Posted GMT 1-23-2005 19:21:9                   

JERSEY CITY, N.J. -- Muslim and Christian students of Egyptian descent suddenly no longer sit together during lunch at Dickinson High School on Palisade Avenue. At Halal butcher shops and Christian-owned grocery stores, salesclerks speak in hushed tones about the unsolved slayings earlier this month of a Christian Egyptian family.

Friendships that once were free of religious division now are strained, amid speculation that four members of the family were killed because of their religion.

The police have yet to make an arrest and think robbery possibly was a motive.

For years, Mohsen Elesawi, a Muslim Egyptian, shared "shisha" pipes and games of chess with Christian Egyptians at the Christian-owned El Saraya cafe on Vroom Street. Now, when he walks into the room, he often hears a quiet pause.

"Now there is no trust between Muslims and Christians, and there is a lot of anger," said Elesawi, 52, a limousine driver who emigrated to Jersey City 21 years ago. "It's changed dramatically."

Fakher Fahmy, 53, a Christian Egyptian who owns a local construction company, said Muslims and Christians "spoke as friends" before the killings. "Now everybody is scared of everybody."

For decades, Jersey City has been an experiment in peace between Muslims and Christians from Egypt.
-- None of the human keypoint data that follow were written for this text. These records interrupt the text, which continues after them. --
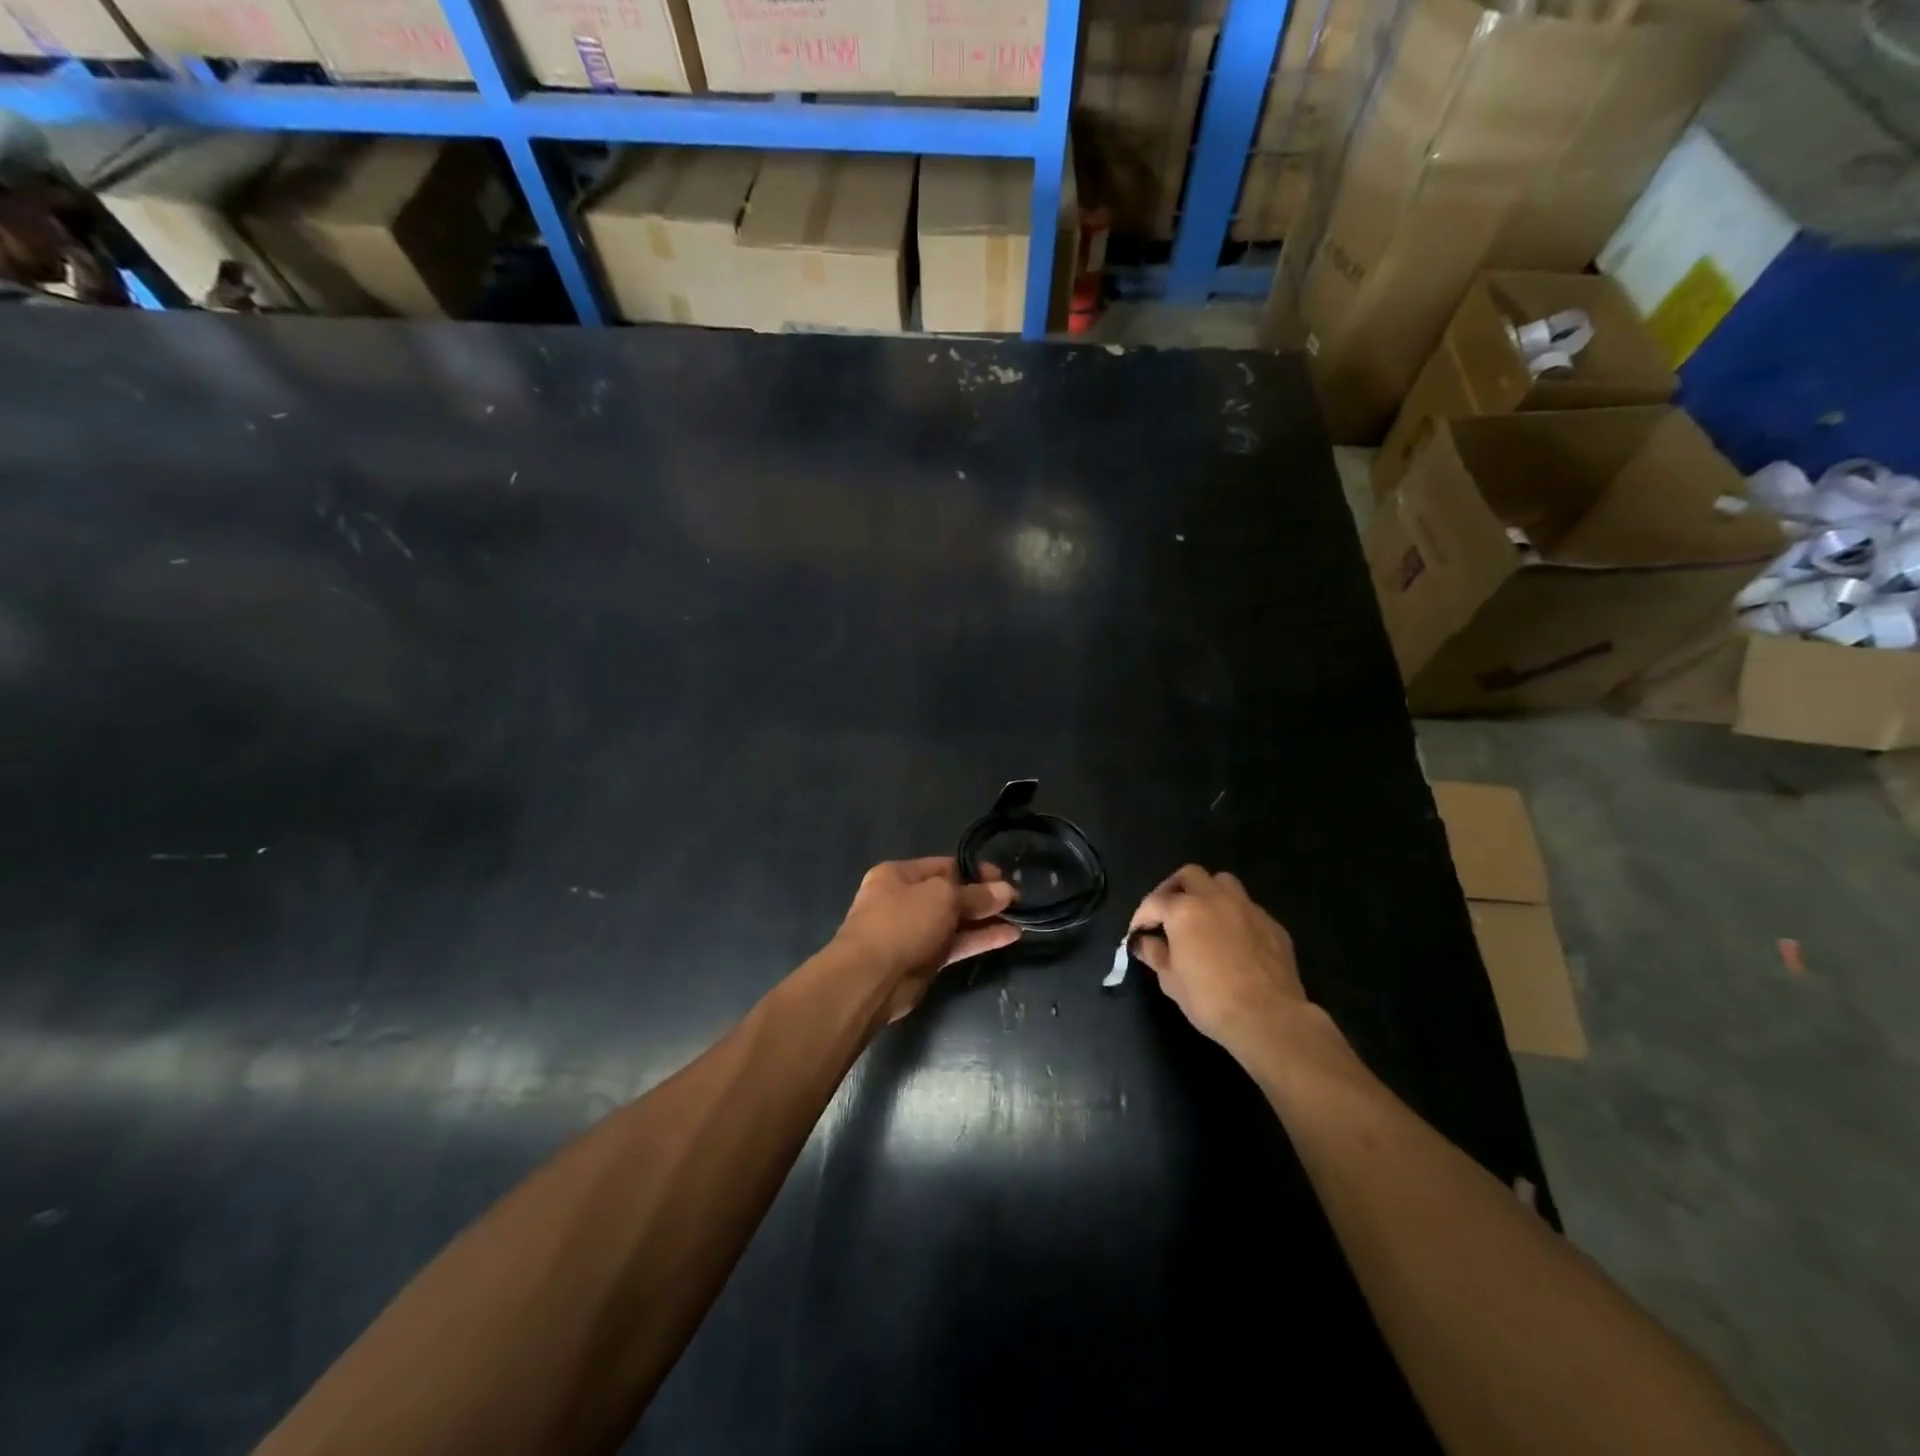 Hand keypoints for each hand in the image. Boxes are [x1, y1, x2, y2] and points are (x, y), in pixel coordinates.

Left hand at [834, 857, 1020, 1022]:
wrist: (870, 979)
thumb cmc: (902, 922)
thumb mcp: (943, 898)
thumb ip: (976, 895)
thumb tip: (1006, 890)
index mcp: (898, 875)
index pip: (944, 866)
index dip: (975, 871)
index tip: (1003, 878)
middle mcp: (903, 900)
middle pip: (950, 894)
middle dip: (982, 897)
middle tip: (1016, 899)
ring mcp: (913, 932)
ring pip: (955, 922)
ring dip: (985, 920)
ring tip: (1019, 917)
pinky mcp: (923, 960)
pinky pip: (956, 945)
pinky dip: (979, 940)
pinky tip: (1009, 936)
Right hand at [1127, 866, 1305, 1064]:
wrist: (1269, 1018)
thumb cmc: (1210, 1000)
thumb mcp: (1171, 981)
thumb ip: (1155, 954)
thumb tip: (1144, 942)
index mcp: (1184, 910)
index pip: (1154, 901)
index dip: (1141, 916)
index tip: (1138, 932)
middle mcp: (1215, 899)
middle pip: (1190, 875)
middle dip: (1174, 889)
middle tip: (1168, 911)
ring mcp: (1247, 908)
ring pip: (1223, 882)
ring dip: (1207, 892)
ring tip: (1201, 915)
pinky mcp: (1272, 924)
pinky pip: (1247, 907)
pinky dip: (1233, 914)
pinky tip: (1232, 938) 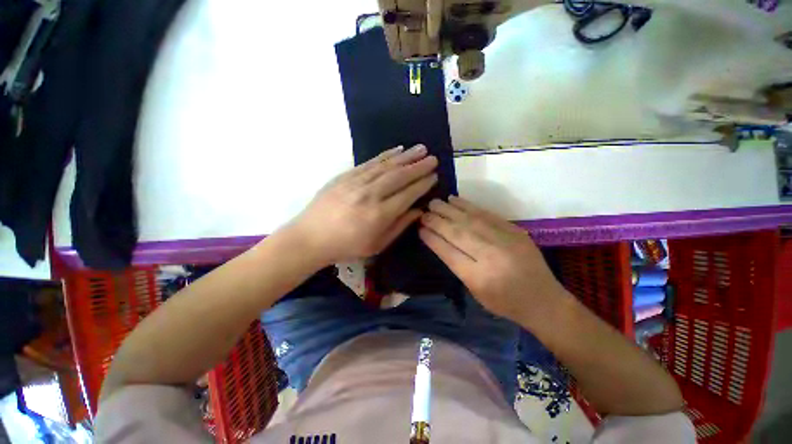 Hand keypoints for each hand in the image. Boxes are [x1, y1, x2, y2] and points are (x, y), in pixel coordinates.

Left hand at [289, 145, 437, 265]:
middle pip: (399, 176)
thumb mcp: (376, 245)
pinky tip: (397, 150)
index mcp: (379, 215)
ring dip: (406, 156)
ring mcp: (356, 183)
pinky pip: (369, 163)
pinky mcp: (345, 176)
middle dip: (419, 166)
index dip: (423, 184)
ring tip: (421, 149)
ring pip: (386, 166)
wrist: (310, 237)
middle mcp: (370, 195)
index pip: (408, 194)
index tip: (434, 176)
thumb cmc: (346, 246)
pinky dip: (385, 155)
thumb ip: (399, 226)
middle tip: (433, 159)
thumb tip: (419, 211)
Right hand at [419, 196, 566, 323]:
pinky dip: (468, 206)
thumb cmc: (504, 302)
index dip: (432, 238)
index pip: (448, 252)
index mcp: (479, 277)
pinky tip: (455, 200)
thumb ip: (456, 265)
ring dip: (449, 210)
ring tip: (434, 202)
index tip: (420, 228)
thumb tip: (438, 241)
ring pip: (470, 220)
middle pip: (458, 233)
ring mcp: (505, 240)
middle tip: (423, 212)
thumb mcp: (475, 291)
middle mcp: (491, 256)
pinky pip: (486, 214)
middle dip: (437, 221)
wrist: (544, 300)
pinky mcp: (514, 230) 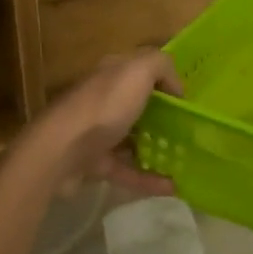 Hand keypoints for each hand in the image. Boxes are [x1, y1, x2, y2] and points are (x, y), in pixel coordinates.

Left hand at [24, 50, 182, 193]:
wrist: (60, 151)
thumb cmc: (103, 107)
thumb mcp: (137, 71)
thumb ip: (161, 66)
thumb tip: (176, 85)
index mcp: (112, 74)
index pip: (141, 71)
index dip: (165, 82)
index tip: (188, 101)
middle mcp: (103, 100)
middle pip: (138, 106)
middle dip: (164, 118)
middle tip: (191, 133)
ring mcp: (97, 133)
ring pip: (133, 139)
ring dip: (158, 149)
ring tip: (186, 161)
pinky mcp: (94, 164)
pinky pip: (128, 170)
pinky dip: (149, 178)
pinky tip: (172, 187)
At odds in their homeland, the two groups had bonded as immigrants, glued by one language and national identity. They shared eagerly in forging a new, American life.

But the slayings have opened a wound and produced an outpouring of emotion. The answer is layered: There are old-world grievances, a largely unspoken anger toward Egyptian Muslims after Sept. 11, 2001, and a newfound immigrant power that has left the Egyptian Christians -- a repressed minority in Egypt -- unafraid to assert their voice here.

The victims -- Hossam Armanious, 47; Amal Garas, 37; and their daughters, Sylvia, 15, and Monica, 8, found bound and gagged, stabbed repeatedly in the neck and head -- were Copts, or members of the Coptic Orthodox Church. In Egypt, Muslims are the majority and Copts, roughly 10 percent of the population, live with varying degrees of social, political and religious discrimination, according to the U.S. State Department and human rights groups.

But in Jersey City, which has the largest Coptic Egyptian community in the United States, Copts are estimated to outnumber Muslims.

The city's first Egyptians, both Copts and Muslims, began noticeably arriving here in the 1960s. Today, both groups number in the tens of thousands.

Many Copts, along with Muslims, have enjoyed financial success. Fred Ayad, a Copt who left Cairo for Jersey City 35 years ago, rose to become deputy mayor. And Copts from all walks of life, from surgeons to cabdrivers, will attest that in America, they have found a new social comfort. They no longer live on the margins of society: They are among the religious majority.

On Jan. 16, emotions boiled over on the steps of the slain family's church on Bergen Avenue. Hundreds of Copts watched as members of the American Coptic Association gathered before television cameras and declared the killings a religious "execution."

Rumors flew: Armanious had engaged in fiery debates about Christianity and Islam in Internet chat rooms, and may have been threatened with murder, his friends said.

Muslim leaders have responded by condemning the killings but, at a news conference Wednesday, they decried the recriminations against their religion. They invited a representative of the Coptic Church to speak, but no one came.

"It's not the time for us to speak about anything now," said the Rev. David Berbawi, a priest at the family's church, St. George and St. Shenouda Coptic Orthodox Church. "We are grieved now."